AUBURN — A judge is expected to rule in January whether an arbitration panel violated state law when it sided with a county workers’ union in allowing members to change the way they protest disciplinary actions and firings.

A lawyer representing the Androscoggin County Commission was seeking Monday to reverse on appeal the opinion of an arbitration panel that had ruled for the union.

County commissioners filed a complaint against the Androscoggin County Employees Association in December in an effort to reverse an arbitration panel’s 2-1 ruling that would allow workers to file grievances and go through arbitration over disciplinary actions, including discharge.

Since 1982, corrections officers and sheriff’s deputies have appealed those actions by going through a governmental appeals procedure to Androscoggin County Superior Court, according to county attorney Bryan Dench. He argued in Androscoggin County Superior Court on Monday that the procedure the union was seeking violated state law despite the arbitration panel’s majority opinion in December favoring the union.
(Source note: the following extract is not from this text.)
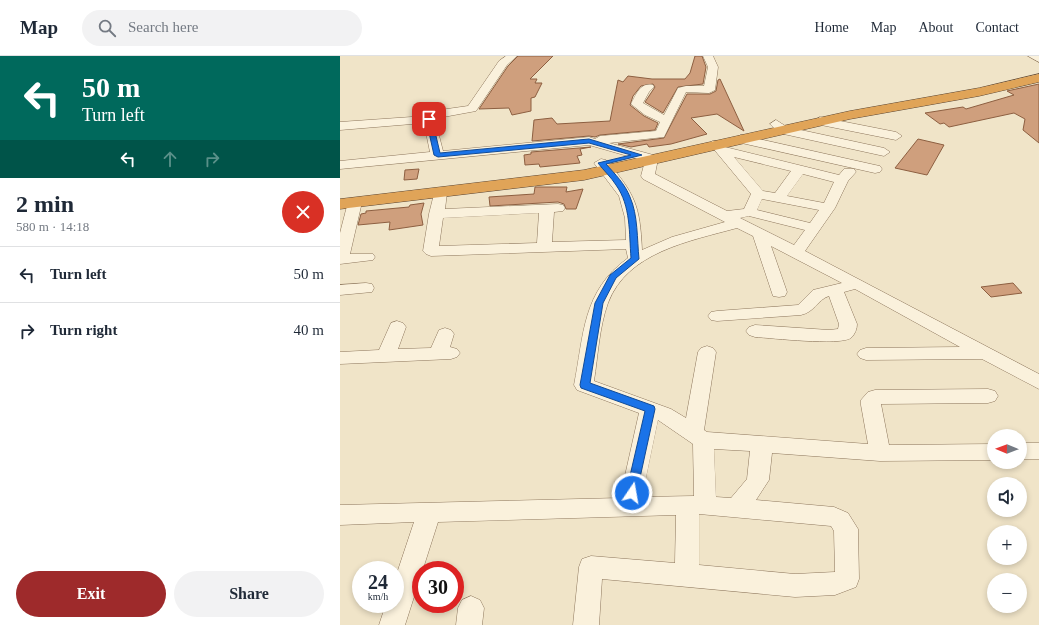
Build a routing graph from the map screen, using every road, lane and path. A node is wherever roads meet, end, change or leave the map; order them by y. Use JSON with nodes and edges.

In that decision, the panel reasoned that county workers should be able to “elect which appeal procedure they may use if they disagree with the decision of the commissioners,” according to court papers. “The election of appeal procedure shall be irrevocable and subject to the association’s prior approval when employees elect arbitration.”

In 1981, the county began collective bargaining with a union representing county workers. In the 1982 contract that followed, the parties agreed that union workers’ discipline and discharge matters would be handled by a governmental appeals process and not through the grievance procedure of the collective bargaining agreement or to grievance arbitration.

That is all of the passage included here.